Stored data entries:
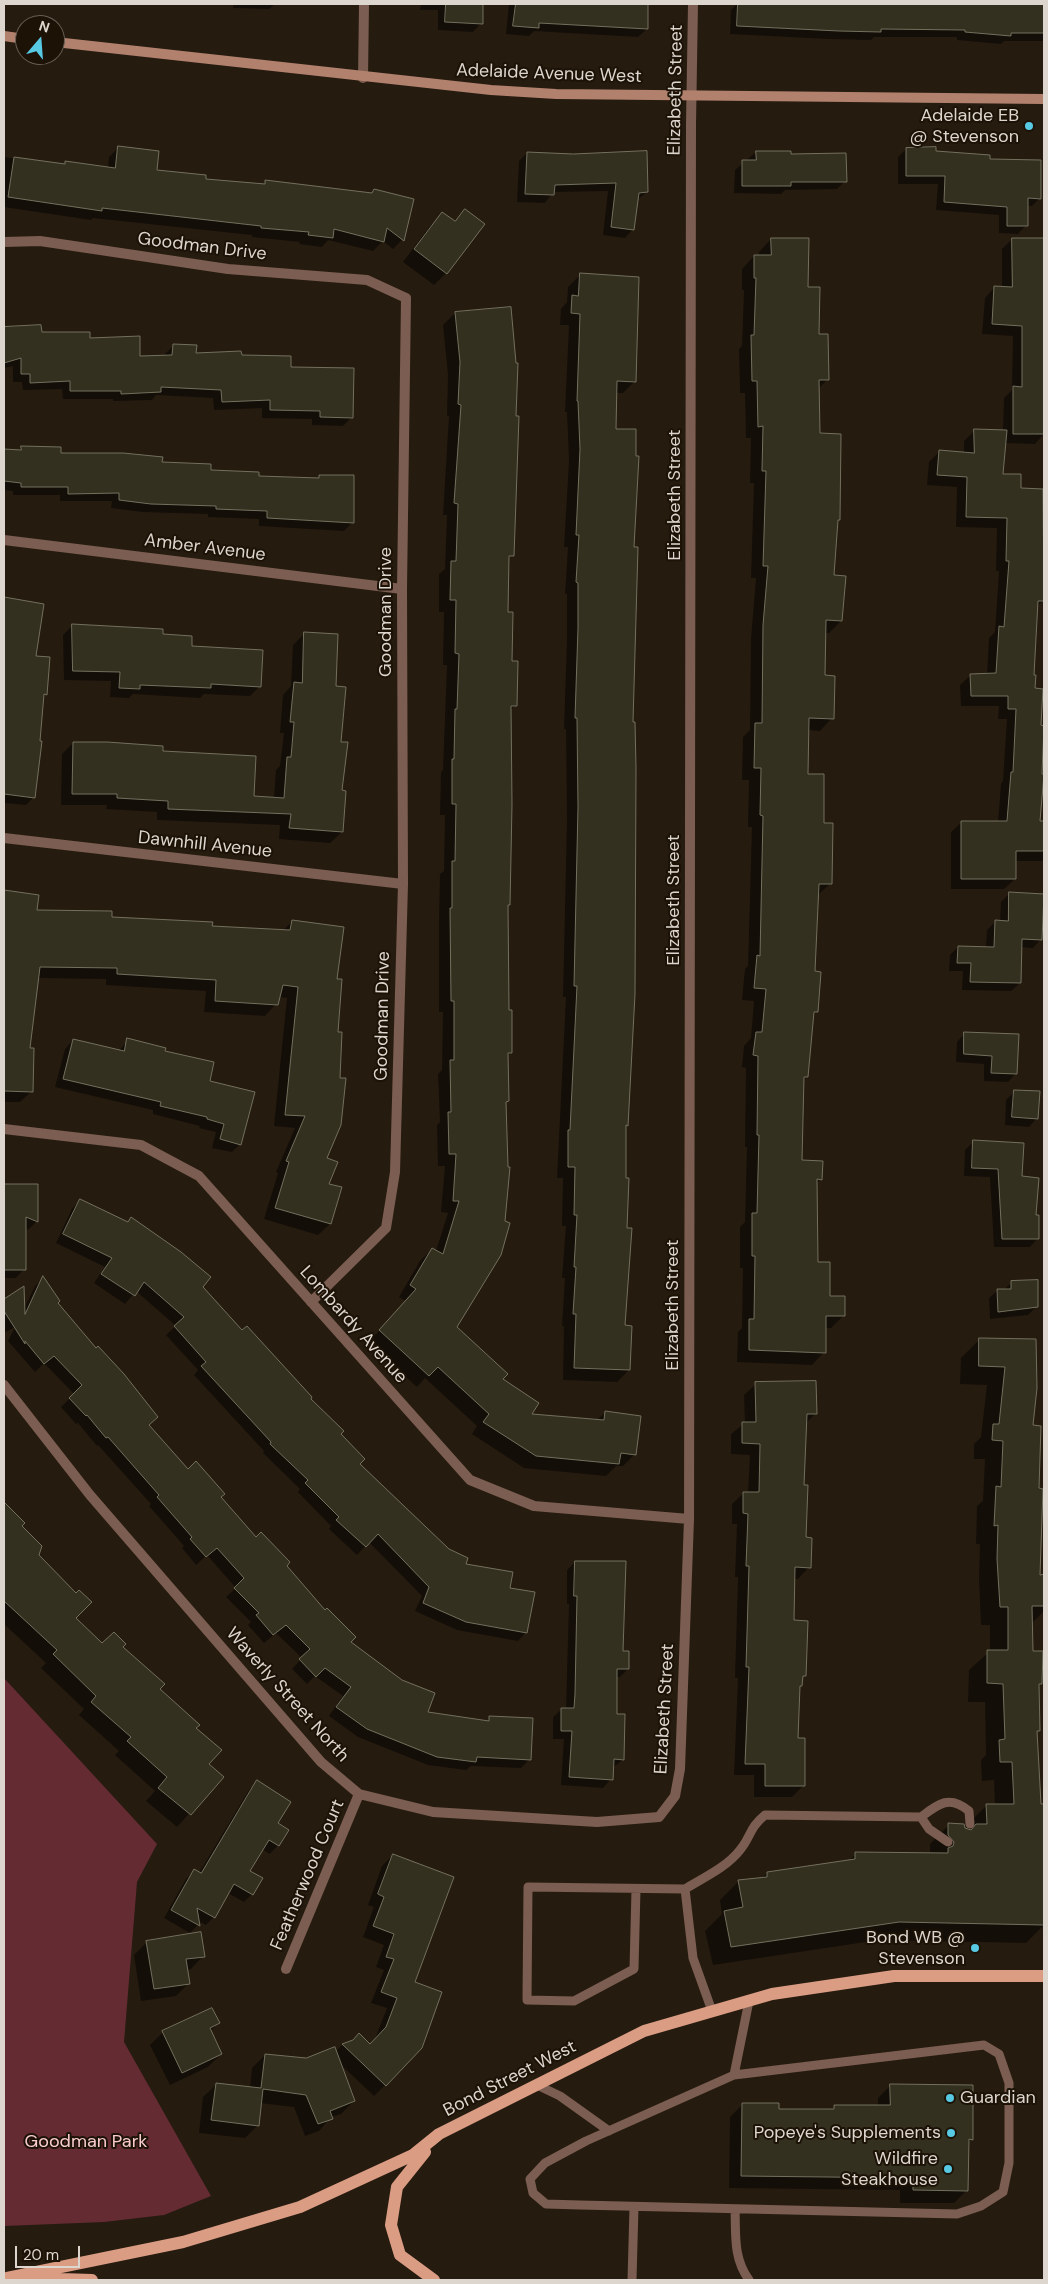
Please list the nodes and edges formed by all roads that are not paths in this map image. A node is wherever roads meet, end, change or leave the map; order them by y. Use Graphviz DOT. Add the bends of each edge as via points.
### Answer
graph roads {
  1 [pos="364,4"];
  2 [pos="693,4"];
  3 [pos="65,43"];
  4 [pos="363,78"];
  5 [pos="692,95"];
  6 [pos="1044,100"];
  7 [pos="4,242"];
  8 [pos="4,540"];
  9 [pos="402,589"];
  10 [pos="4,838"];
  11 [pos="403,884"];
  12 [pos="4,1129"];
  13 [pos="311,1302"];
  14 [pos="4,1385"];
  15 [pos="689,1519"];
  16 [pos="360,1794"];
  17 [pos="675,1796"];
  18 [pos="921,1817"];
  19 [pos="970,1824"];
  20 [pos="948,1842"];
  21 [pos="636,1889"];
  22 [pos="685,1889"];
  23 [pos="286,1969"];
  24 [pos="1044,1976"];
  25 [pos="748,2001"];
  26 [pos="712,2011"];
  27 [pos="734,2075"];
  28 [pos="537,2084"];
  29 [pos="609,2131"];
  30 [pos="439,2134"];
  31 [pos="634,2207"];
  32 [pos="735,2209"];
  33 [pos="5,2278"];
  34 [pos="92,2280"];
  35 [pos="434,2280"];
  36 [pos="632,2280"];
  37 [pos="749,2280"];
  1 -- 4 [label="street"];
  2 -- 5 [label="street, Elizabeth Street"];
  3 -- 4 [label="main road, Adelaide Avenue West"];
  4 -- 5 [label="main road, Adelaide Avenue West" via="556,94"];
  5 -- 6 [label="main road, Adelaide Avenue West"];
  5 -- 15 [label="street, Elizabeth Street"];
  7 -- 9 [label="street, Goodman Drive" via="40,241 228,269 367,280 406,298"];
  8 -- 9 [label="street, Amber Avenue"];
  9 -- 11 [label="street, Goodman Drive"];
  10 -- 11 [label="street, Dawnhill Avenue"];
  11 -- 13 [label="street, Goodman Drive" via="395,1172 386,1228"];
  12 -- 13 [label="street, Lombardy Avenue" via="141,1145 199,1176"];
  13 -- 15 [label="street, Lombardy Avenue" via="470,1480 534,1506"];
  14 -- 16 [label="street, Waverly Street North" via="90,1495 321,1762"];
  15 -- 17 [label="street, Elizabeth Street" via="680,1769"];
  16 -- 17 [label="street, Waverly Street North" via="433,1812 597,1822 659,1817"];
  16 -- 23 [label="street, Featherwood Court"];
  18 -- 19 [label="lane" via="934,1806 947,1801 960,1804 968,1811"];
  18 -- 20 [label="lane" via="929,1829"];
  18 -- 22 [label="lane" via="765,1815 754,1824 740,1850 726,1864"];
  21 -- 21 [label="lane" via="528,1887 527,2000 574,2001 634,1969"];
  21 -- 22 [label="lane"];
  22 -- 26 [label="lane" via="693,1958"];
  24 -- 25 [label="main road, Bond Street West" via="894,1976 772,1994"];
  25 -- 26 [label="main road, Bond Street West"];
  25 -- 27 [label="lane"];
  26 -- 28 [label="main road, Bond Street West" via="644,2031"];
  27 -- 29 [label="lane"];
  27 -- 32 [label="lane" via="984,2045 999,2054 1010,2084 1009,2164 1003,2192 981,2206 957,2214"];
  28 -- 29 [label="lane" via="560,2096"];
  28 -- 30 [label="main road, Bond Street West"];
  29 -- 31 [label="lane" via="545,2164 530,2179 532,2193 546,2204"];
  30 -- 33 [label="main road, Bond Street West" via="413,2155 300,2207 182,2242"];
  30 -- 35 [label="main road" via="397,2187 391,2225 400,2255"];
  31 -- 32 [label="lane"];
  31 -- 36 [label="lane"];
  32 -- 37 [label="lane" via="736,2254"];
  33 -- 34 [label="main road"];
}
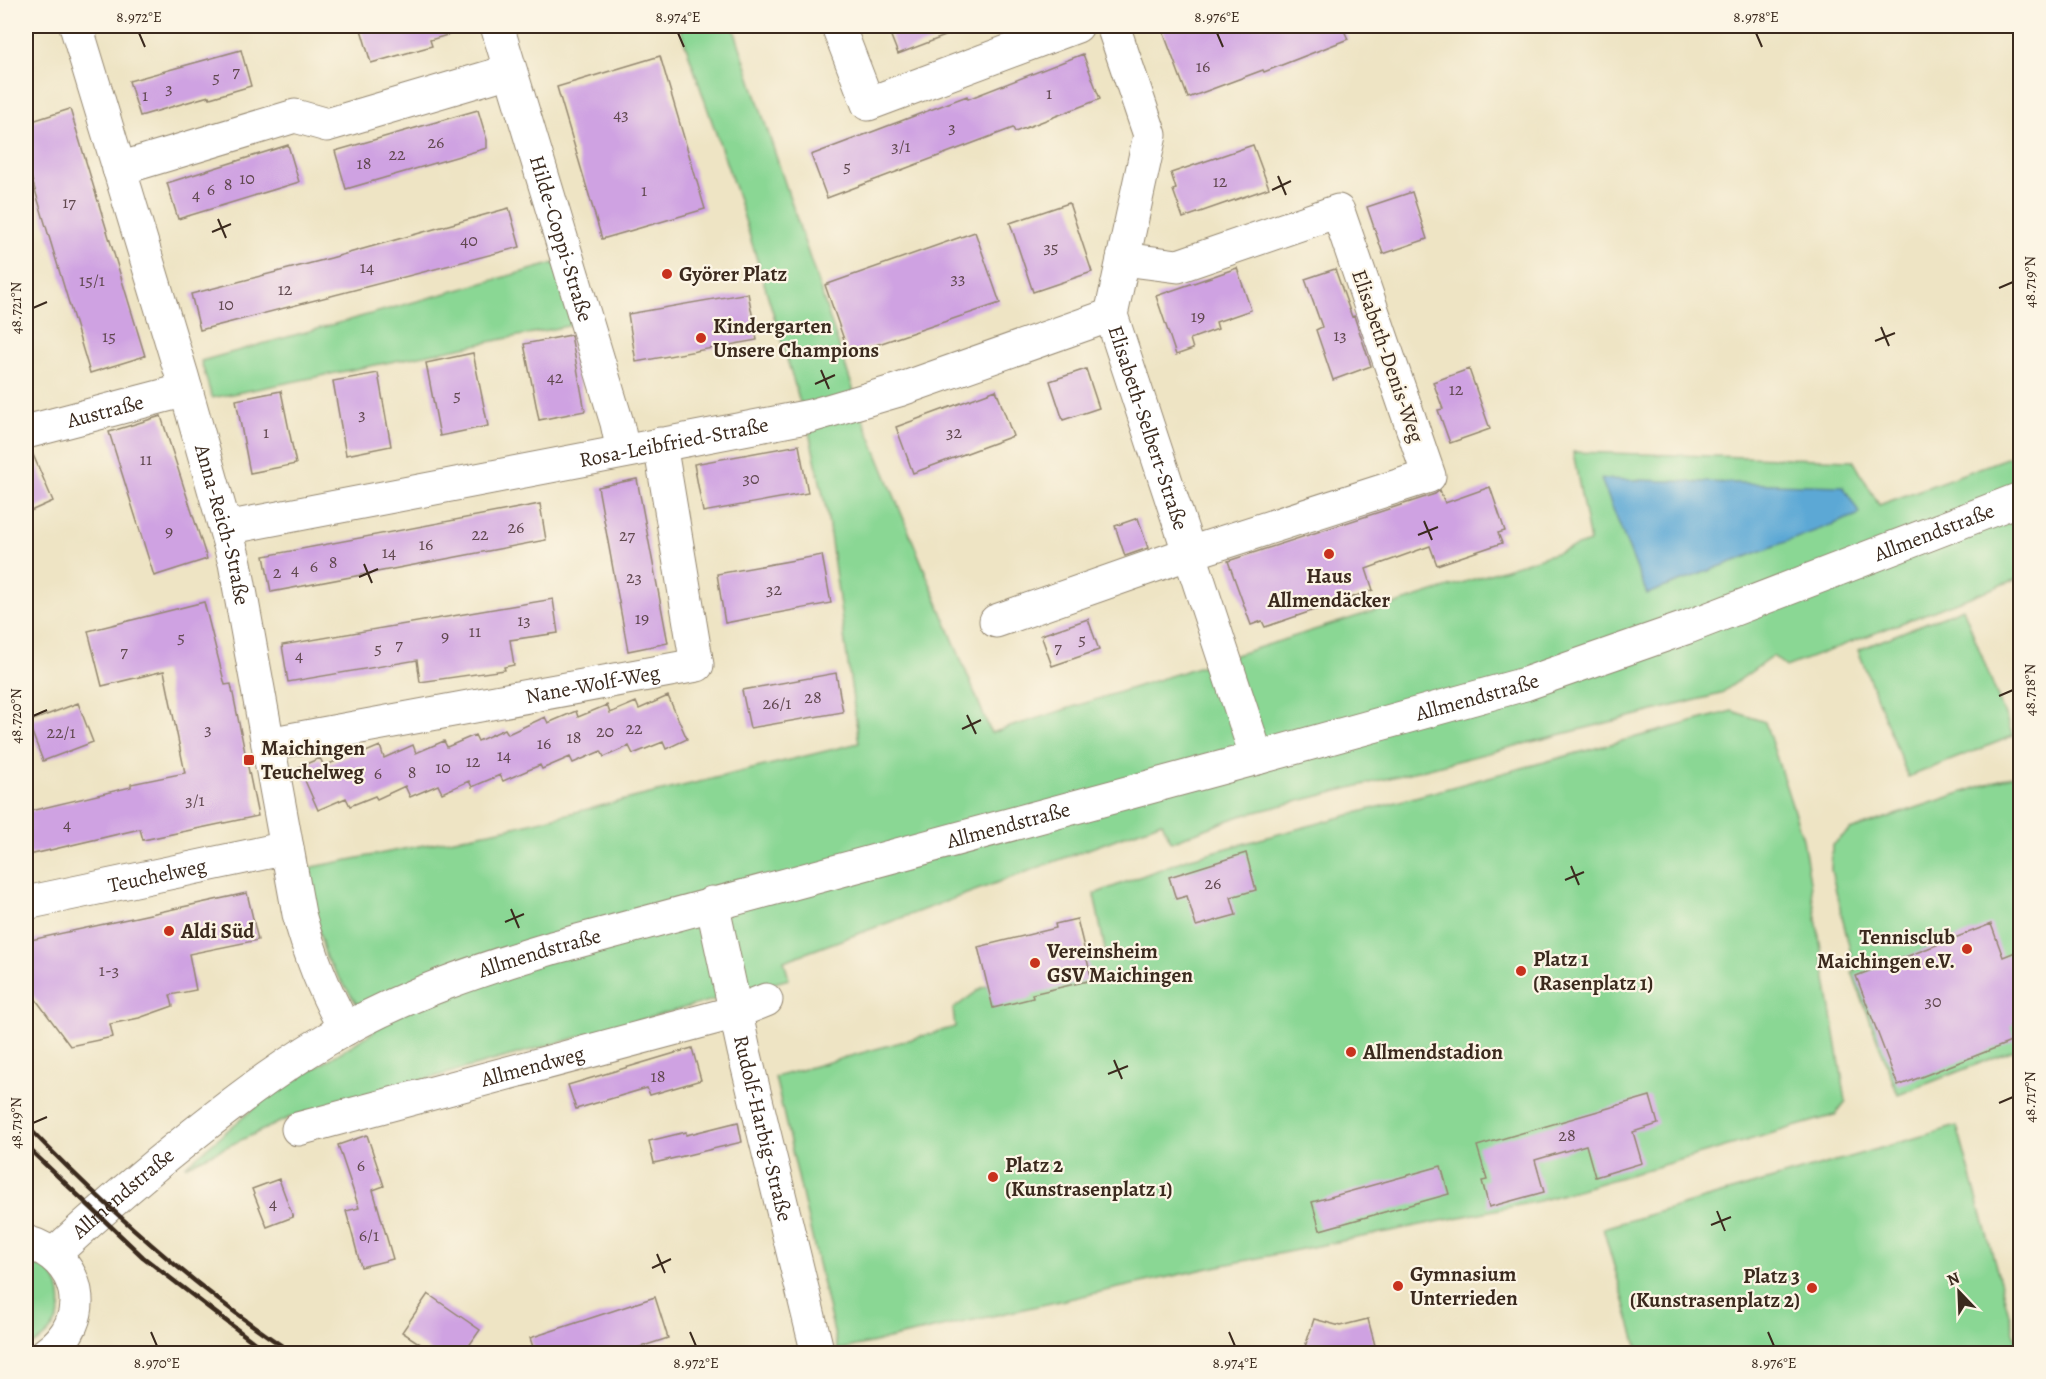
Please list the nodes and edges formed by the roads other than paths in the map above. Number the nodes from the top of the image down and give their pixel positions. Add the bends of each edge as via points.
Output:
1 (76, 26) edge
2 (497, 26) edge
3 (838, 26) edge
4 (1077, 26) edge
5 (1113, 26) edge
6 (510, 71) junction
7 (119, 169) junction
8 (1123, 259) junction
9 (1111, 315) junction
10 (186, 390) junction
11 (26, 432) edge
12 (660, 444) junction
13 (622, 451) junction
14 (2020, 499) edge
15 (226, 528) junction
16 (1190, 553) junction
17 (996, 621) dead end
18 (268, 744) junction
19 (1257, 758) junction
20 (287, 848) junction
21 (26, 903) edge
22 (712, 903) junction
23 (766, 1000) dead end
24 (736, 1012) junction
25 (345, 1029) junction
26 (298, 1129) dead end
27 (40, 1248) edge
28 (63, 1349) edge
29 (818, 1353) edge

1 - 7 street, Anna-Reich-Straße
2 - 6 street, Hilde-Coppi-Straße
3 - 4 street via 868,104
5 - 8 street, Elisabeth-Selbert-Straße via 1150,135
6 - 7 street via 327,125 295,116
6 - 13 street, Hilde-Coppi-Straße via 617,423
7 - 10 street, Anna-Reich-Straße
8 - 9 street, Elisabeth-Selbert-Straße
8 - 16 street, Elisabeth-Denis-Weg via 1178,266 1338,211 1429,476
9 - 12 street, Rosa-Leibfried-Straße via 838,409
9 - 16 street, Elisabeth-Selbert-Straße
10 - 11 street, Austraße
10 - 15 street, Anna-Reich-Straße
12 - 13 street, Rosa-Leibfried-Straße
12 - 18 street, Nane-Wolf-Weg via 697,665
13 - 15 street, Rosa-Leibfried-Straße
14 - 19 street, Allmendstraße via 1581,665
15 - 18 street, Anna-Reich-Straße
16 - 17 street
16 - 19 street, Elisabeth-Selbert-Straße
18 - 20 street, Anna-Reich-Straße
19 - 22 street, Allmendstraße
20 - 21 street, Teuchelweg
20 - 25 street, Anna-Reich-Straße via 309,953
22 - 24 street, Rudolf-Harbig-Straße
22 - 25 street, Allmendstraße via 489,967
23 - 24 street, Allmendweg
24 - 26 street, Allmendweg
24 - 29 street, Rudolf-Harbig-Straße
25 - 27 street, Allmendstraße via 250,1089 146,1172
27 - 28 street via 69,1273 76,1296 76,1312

**Your instructions**
Carry over each record above character for character, with the pictures left out.

**Answer space**
Please list the nodes and edges formed by all roads that are not paths in this map image. A node is wherever roads meet, end, change or leave the map; order them by y. Use Graphviz DOT. Add the bends of each edge as via points.
### Answer
graph roads {
  1 [pos="364,4"];
  2 [pos="693,4"];
  3 [pos="65,43"];
  4 [pos="363,78"];
  5 [pos="692,95"];
  6 [pos="1044,100"];
  7 [pos="4,242"];
  8 [pos="4,540"];
  9 [pos="402,589"];
  10 [pos="4,838"];
  11 [pos="403,884"];
  12 [pos="4,1129"];
  13 [pos="311,1302"];
  14 [pos="4,1385"];
  15 [pos="689,1519"];
  16 [pos="360,1794"];
  17 [pos="675,1796"];
  18 [pos="921,1817"];
  19 [pos="970,1824"];
  20 [pos="948,1842"];
  21 [pos="636,1889"];
  22 [pos="685,1889"];
  23 [pos="286,1969"];
  24 [pos="1044,1976"];
  25 [pos="748,2001"];
  26 [pos="712,2011"];
  27 [pos="734,2075"];
  28 [pos="537,2084"];
  29 [pos="609,2131"];
  30 [pos="439,2134"];
  31 [pos="634,2207"];
  32 [pos="735,2209"];
  33 [pos="5,2278"];
  34 [pos="92,2280"];
  35 [pos="434,2280"];
  36 [pos="632,2280"];
  37 [pos="749,2280"];
  1 -- 4 [label="street"];
  2 -- 5 [label="street, Elizabeth Street"];
  3 -- 4 [label="main road, Adelaide Avenue West"];
  4 -- 5 [label="main road, Adelaide Avenue West" via="556,94"];
  5 -- 6 [label="main road, Adelaide Avenue West"];
  5 -- 15 [label="street, Elizabeth Street"];
  7 -- 9 [label="street, Goodman Drive" via="40,241 228,269 367,280 406,298"];
  8 -- 9 [label="street, Amber Avenue"];
  9 -- 11 [label="street, Goodman Drive"];
  10 -- 11 [label="street, Dawnhill Avenue"];
  11 -- 13 [label="street, Goodman Drive" via="395,1172 386,1228"];
  12 -- 13 [label="street, Lombardy Avenue" via="141,1145 199,1176"];
  13 -- 15 [label="street, Lombardy Avenue" via="470,1480 534,1506"];
  14 -- 16 [label="street, Waverly Street North" via="90,1495 321,1762"];
  15 -- 17 [label="street, Elizabeth Street" via="680,1769"];
  16 -- 17 [label="street, Waverly Street North" via="433,1812 597,1822 659,1817"];
  16 -- 23 [label="street, Featherwood Court"];
  18 -- 19 [label="lane" via="934,1806 947,1801 960,1804 968,1811"];
  18 -- 20 [label="lane" via="929,1829"];
  18 -- 22 [label="lane" via="765,1815 754,1824 740,1850 726,1864"];
  21 -- 21 [label="lane" via="528,1887 527,2000 574,2001 634,1969"];
  21 -- 22 [label="lane"];
  22 -- 26 [label="lane" via="693,1958"];
  24 -- 25 [label="main road, Bond Street West" via="894,1976 772,1994"];
  25 -- 26 [label="main road, Bond Street West"];
  25 -- 27 [label="lane"];
  26 -- 28 [label="main road, Bond Street West" via="644,2031"];
  27 -- 29 [label="lane"];
  27 -- 32 [label="lane" via="984,2045 999,2054 1010,2084 1009,2164 1003,2192 981,2206 957,2214"];
  28 -- 29 [label="lane" via="560,2096"];
  28 -- 30 [label="main road, Bond Street West"];
  29 -- 31 [label="lane" via="545,2164 530,2179 532,2193 546,2204"];
  30 -- 33 [label="main road, Bond Street West" via="413,2155 300,2207 182,2242"];
  30 -- 35 [label="main road" via="397,2187 391,2225 400,2255"];
  31 -- 32 [label="lane"];
  31 -- 36 [label="lane"];
  32 -- 37 [label="lane" via="736,2254"];
  33 -- 34 [label="main road"];
}
Please list the nodes and edges formed by the roads other than paths in the map above. Number the nodes from the top of the image down and give their pixel positions. Add the bends of each edge as via points.
Output:
1 (76, 26) edge
2 (497, 26) edge
3 (838, 26) edge
4 (1077, 26) edge
5 (1113, 26) edge
6 (510, 71) junction
7 (119, 169) junction
8 (1123, 259) junction
9 (1111, 315) junction
10 (186, 390) junction
11 (26, 432) edge
12 (660, 444) junction
13 (622, 451) junction
14 (2020, 499) edge
15 (226, 528) junction
16 (1190, 553) junction
17 (996, 621) dead end
18 (268, 744) junction
19 (1257, 758) junction
20 (287, 848) junction
21 (26, 903) edge
22 (712, 903) junction
23 (766, 1000) dead end
24 (736, 1012) junction
25 (345, 1029) junction
26 (298, 1129) dead end
27 (40, 1248) edge
28 (63, 1349) edge
29 (818, 1353) edge

1 - 7 street, Anna-Reich-Straße
2 - 6 street, Hilde-Coppi-Straße
3 - 4 street via 868,104
5 - 8 street, Elisabeth-Selbert-Straße via 1150,135
6 - 7 street via 327,125 295,116
6 - 13 street, Hilde-Coppi-Straße via 617,423
7 - 10 street, Anna-Reich-Straße
8 - 9 street, Elisabeth-Selbert-Straße
8 - 16 street, Elisabeth-Denis-Weg via 1178,266 1338,211 1429,476
9 - 12 street, Rosa-Leibfried-Straße via 838,409
9 - 16 street, Elisabeth-Selbert-Straße
10 - 11 street, Austraße
10 - 15 street, Anna-Reich-Straße
12 - 13 street, Rosa-Leibfried-Straße
12 - 18 street, Nane-Wolf-Weg via 697,665
13 - 15 street, Rosa-Leibfried-Straße
14 - 19 street, Allmendstraße via 1581,665
15 - 18 street, Anna-Reich-Straße
16 - 17 street
16 - 19 street, Elisabeth-Selbert-Straße
18 - 20 street, Anna-Reich-Straße
19 - 22 street, Allmendstraße
20 - 21 street, Teuchelweg
20 - 25 street, Anna-Reich-Straße via 309,953
22 - 24 street, Rudolf-Harbig-Straße
22 - 25 street, Allmendstraße via 489,967
23 - 24 street, Allmendweg
24 - 26 street, Allmendweg
24 - 29 street, Rudolf-Harbig-Straße
25 - 27 street, Allmendstraße via 250,1089 146,1172
27 - 28 street via 69,1273 76,1296 76,1312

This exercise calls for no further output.